On a beau jaser d’environnement, de culture et autres, la santé accapare la moitié (49,6 %) des dépenses de programmes. Avec l’éducation (25,7 %), les deux totalisent 75 %. Les dépenses du ministère de la Santé et des Services sociaux, dirigé par Danielle McCann, grimperont de 5,4 % dans la prochaine année, soit un ajout de 2,2 milliards $ pour atteindre 42,8 milliards $.

Services de santé, soins aux aînés, jeunes en difficulté, santé mentale et personnes handicapées obtiennent une part plus ou moins importante de cet immense gâteau. La réduction progressive des frais de stationnement dans les hôpitaux, CHSLD et CLSC annoncée l’automne dernier fait aussi partie des bonifications.

Classes de surdoués

Implantation des maternelles quatre ans, plomb dans l’eau de certaines écoles, loi sur la gouvernance scolaire adoptée par bâillon, annonce de construction d’écoles neuves, le ministre de l’Éducation et de l’Enseignement supérieur ne chôme pas depuis l’arrivée de la Coalition avenir Québec (CAQ) au pouvoir.

Jean-François Roberge hérite du quart des dépenses de programmes, montant en hausse de 5,1 %, soit 989 millions $ de plus que l’an dernier pour un total de 22,2 milliards $. Une augmentation moins importante que l’an dernier.

En deux ans au gouvernement, la CAQ aura ajouté 1000 professionnels dans les écoles pour épauler les enseignants, soit 700 l’an dernier et 300 de plus dans la prochaine année. 

Aussi, 150 nouvelles classes spécialisées feront leur apparition, en plus des 150 de l’an passé. Cela donnera «de plus en plus de classes régulières qui ressemblent à des classes régulières», affirme le ministre.
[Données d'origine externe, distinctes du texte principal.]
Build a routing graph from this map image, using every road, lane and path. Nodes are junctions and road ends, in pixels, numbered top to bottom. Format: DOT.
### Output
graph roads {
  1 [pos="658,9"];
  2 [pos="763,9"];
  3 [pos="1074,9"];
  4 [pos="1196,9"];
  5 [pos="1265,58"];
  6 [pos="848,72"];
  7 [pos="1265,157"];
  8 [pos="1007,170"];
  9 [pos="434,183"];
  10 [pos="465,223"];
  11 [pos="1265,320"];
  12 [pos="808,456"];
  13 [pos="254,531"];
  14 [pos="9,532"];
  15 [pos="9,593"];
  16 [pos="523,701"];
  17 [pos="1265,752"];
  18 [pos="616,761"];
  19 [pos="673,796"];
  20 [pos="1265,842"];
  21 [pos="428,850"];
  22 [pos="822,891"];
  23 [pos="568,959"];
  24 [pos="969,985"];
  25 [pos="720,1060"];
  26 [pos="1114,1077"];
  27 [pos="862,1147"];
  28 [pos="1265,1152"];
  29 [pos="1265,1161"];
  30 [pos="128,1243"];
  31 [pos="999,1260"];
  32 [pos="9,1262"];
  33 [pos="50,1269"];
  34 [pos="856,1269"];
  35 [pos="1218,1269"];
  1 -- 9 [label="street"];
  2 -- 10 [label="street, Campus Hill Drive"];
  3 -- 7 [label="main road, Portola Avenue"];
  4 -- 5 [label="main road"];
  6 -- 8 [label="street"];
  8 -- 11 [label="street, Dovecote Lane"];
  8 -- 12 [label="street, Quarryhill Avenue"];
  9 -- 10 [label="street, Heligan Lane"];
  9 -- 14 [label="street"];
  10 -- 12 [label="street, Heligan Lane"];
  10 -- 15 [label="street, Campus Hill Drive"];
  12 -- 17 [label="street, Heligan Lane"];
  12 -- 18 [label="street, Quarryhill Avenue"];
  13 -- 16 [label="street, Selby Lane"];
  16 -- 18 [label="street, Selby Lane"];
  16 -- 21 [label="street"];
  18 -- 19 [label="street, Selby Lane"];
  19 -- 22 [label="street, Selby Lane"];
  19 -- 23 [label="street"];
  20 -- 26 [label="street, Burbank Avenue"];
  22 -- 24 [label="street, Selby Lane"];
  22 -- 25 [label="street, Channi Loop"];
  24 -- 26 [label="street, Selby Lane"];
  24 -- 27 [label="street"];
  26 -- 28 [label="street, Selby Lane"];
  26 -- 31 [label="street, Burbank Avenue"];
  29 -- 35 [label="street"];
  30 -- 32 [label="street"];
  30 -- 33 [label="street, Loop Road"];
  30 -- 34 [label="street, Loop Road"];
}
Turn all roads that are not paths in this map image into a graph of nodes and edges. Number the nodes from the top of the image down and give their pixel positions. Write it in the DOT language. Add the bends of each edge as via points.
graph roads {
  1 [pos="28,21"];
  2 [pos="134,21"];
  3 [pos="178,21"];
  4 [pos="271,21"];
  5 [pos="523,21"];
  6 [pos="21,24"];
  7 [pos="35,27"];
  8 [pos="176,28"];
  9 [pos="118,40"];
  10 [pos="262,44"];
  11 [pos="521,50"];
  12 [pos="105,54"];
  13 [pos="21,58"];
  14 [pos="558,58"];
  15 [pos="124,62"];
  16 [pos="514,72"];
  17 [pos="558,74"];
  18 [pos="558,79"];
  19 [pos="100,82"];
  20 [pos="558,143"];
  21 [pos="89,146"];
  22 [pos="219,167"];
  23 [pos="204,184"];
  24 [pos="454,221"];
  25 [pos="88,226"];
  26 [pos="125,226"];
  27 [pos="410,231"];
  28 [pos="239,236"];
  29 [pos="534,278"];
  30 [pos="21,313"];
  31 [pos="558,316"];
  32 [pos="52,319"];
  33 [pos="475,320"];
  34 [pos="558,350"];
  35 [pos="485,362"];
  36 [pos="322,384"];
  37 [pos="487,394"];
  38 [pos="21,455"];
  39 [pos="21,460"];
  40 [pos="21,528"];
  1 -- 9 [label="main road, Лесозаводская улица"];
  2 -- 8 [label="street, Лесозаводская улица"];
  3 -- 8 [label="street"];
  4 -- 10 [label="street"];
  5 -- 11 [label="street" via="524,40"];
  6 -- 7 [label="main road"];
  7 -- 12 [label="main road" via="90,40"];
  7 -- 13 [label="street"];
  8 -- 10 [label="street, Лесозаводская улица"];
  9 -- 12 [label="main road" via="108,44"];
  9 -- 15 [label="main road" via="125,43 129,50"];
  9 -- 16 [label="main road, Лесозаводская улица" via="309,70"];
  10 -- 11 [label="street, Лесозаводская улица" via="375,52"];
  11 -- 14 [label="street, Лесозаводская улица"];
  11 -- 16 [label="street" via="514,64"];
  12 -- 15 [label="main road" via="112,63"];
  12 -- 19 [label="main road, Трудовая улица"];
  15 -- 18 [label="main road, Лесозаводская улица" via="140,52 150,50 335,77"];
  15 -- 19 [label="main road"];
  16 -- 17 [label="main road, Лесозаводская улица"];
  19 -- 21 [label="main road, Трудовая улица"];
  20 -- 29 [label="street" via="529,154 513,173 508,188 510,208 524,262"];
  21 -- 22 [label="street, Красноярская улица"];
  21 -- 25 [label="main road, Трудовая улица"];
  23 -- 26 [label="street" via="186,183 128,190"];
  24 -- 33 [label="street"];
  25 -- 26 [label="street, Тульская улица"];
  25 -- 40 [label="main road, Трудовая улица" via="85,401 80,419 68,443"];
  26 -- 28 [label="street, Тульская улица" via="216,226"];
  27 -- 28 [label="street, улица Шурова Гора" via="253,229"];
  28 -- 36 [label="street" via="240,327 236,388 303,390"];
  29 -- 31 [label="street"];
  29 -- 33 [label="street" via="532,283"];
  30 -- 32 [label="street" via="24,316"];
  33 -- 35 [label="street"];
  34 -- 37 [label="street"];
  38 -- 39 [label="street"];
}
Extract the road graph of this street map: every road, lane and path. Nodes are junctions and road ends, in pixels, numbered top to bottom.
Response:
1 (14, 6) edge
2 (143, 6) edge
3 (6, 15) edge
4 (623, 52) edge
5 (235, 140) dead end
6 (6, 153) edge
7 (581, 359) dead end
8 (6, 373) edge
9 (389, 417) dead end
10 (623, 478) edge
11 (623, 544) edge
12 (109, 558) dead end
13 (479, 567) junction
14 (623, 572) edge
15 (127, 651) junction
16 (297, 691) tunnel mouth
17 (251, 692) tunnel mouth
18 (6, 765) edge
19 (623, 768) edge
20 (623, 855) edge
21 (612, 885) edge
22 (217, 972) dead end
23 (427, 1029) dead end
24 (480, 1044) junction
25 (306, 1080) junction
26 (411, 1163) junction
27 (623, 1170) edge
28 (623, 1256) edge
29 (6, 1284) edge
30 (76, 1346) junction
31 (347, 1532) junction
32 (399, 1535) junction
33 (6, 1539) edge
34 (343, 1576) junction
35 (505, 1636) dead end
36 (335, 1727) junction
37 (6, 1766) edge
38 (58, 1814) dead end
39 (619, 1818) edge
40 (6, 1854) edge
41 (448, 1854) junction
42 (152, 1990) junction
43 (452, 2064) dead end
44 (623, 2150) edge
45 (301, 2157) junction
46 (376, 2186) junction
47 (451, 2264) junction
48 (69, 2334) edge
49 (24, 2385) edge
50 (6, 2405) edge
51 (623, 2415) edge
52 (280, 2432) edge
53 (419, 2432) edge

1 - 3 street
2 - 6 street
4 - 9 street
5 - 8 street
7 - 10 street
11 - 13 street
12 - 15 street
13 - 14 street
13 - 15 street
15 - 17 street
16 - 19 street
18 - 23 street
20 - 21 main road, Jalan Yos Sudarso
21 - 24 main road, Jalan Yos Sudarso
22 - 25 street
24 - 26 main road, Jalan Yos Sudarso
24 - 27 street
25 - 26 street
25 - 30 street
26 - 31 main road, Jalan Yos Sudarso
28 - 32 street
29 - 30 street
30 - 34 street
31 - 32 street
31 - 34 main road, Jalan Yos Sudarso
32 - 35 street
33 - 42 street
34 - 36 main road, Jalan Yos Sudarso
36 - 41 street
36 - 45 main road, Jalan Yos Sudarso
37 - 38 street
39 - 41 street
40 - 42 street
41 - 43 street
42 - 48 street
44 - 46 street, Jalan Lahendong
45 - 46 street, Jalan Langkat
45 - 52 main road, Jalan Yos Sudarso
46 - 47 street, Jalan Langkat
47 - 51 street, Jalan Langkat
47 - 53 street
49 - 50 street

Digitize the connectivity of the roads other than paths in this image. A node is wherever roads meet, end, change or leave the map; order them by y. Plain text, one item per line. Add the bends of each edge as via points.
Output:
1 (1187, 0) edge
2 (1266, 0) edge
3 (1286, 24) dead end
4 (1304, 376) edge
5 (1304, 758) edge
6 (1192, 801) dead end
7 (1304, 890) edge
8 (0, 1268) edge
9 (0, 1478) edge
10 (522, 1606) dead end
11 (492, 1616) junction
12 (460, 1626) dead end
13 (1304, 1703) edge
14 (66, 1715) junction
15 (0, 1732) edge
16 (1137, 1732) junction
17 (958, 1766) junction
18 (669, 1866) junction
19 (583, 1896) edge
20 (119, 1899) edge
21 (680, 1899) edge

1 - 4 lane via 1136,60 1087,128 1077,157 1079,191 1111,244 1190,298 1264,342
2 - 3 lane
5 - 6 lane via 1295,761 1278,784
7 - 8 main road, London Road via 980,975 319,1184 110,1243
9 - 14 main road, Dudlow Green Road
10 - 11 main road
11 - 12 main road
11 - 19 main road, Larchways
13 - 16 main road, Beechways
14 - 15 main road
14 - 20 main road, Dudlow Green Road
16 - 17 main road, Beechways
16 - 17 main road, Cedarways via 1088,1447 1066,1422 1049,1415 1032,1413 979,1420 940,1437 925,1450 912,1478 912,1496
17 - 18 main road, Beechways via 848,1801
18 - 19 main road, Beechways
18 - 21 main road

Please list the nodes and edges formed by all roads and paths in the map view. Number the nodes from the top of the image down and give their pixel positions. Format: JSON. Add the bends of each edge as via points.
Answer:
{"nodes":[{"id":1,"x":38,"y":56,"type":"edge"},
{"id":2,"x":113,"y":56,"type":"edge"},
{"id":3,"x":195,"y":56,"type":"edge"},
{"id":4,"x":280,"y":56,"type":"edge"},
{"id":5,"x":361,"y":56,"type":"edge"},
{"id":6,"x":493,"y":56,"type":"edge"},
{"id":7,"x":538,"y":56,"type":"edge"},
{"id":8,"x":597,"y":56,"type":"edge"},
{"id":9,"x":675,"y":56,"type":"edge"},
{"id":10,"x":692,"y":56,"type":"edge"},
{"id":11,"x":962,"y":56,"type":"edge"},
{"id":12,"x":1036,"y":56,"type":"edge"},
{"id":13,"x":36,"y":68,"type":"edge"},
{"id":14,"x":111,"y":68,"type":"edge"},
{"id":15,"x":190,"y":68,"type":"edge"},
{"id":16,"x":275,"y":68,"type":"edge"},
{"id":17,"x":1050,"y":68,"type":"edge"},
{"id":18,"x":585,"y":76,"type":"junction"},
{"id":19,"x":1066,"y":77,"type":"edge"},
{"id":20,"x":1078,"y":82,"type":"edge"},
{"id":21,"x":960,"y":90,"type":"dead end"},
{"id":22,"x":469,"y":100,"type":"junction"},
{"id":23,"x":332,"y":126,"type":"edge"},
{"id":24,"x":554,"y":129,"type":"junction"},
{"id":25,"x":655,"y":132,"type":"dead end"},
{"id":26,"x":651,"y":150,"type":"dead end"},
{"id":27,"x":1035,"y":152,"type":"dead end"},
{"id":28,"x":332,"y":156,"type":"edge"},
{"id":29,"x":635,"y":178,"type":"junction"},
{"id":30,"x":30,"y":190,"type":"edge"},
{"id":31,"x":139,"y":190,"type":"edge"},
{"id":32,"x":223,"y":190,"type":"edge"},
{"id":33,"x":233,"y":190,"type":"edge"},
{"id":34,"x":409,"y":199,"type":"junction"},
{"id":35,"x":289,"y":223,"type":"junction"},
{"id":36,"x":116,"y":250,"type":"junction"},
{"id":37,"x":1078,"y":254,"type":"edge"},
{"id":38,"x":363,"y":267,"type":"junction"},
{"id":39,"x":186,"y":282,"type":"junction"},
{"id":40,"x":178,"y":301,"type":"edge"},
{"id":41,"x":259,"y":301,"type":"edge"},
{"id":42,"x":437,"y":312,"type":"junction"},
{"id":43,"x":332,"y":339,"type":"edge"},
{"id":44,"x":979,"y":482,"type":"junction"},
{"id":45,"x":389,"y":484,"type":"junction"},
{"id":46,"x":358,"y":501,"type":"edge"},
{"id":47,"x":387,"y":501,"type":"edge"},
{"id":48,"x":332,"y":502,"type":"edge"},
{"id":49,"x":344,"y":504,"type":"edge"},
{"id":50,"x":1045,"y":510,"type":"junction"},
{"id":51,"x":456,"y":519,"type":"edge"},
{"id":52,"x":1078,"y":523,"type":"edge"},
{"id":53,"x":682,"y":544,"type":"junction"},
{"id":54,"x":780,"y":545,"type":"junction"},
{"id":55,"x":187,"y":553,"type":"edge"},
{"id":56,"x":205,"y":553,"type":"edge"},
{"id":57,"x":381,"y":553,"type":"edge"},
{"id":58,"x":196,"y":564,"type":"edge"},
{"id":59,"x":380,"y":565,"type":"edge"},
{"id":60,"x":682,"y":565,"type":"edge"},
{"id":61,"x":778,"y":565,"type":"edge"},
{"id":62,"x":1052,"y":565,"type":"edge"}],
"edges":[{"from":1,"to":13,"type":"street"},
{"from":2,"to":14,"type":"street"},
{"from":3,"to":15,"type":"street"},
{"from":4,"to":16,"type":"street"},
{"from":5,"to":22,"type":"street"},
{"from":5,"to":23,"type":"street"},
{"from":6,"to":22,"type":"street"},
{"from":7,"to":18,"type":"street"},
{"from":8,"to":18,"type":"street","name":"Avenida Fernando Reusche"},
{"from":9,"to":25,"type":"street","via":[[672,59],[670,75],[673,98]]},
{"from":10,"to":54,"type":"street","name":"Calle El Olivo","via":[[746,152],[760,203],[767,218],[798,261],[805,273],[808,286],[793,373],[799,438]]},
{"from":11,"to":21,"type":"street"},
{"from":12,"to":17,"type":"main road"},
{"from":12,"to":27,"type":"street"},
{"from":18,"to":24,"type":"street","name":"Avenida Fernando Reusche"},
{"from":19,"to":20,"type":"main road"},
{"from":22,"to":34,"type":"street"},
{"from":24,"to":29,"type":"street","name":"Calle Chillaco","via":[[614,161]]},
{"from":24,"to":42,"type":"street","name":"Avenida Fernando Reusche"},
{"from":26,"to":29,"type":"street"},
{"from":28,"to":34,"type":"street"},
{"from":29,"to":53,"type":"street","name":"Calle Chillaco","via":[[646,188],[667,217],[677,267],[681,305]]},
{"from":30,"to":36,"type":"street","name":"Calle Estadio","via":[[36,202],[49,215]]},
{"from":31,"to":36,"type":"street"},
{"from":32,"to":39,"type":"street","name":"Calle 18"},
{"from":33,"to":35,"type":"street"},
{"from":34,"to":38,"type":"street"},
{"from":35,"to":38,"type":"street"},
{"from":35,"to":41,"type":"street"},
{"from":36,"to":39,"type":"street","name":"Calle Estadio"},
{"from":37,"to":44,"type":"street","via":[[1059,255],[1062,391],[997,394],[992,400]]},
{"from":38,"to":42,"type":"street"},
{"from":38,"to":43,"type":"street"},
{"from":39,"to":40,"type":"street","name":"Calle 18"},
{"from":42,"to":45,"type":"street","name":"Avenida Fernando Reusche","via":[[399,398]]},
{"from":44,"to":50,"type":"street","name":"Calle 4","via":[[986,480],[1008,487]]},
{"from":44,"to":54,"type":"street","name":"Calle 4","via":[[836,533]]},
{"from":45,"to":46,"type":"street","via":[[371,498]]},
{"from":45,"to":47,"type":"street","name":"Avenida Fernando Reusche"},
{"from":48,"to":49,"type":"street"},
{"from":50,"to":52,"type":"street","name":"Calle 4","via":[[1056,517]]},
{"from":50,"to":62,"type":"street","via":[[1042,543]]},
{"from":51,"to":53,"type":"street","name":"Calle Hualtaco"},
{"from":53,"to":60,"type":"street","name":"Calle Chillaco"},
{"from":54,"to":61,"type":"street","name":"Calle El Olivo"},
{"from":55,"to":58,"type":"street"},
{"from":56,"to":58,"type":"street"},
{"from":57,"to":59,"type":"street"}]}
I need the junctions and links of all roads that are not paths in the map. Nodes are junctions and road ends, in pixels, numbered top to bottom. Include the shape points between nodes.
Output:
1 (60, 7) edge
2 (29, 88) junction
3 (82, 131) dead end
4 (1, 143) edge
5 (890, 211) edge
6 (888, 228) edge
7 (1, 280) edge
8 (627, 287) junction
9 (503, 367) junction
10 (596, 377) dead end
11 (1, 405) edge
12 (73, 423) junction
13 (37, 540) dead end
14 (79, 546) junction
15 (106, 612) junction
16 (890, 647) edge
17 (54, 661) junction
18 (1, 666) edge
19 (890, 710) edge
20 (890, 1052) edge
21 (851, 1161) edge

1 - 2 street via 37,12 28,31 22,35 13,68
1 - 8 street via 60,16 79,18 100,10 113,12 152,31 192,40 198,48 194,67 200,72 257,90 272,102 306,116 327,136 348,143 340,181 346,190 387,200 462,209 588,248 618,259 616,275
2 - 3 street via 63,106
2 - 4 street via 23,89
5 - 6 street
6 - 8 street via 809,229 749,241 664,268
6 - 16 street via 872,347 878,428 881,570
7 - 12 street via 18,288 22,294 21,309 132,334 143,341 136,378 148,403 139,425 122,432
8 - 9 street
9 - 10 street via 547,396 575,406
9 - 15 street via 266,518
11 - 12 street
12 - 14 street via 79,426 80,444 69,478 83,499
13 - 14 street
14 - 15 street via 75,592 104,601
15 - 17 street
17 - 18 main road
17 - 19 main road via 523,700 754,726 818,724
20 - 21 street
Et ces classes spécialisées ne s’adressent plus qu’aux élèves en difficulté. Les élèves à haut potentiel ou dotés de douance auront aussi leur place dans des classes spécialisées de nos écoles publiques, une première.

Le compte des classes de maternelle quatre ans, avec 350 de plus en septembre, atteindra 1010 à travers la province sur les 2600 promises d’ici quatre ans.

Le volet de l’enseignement supérieur met la main sur 100 millions $ d’argent frais.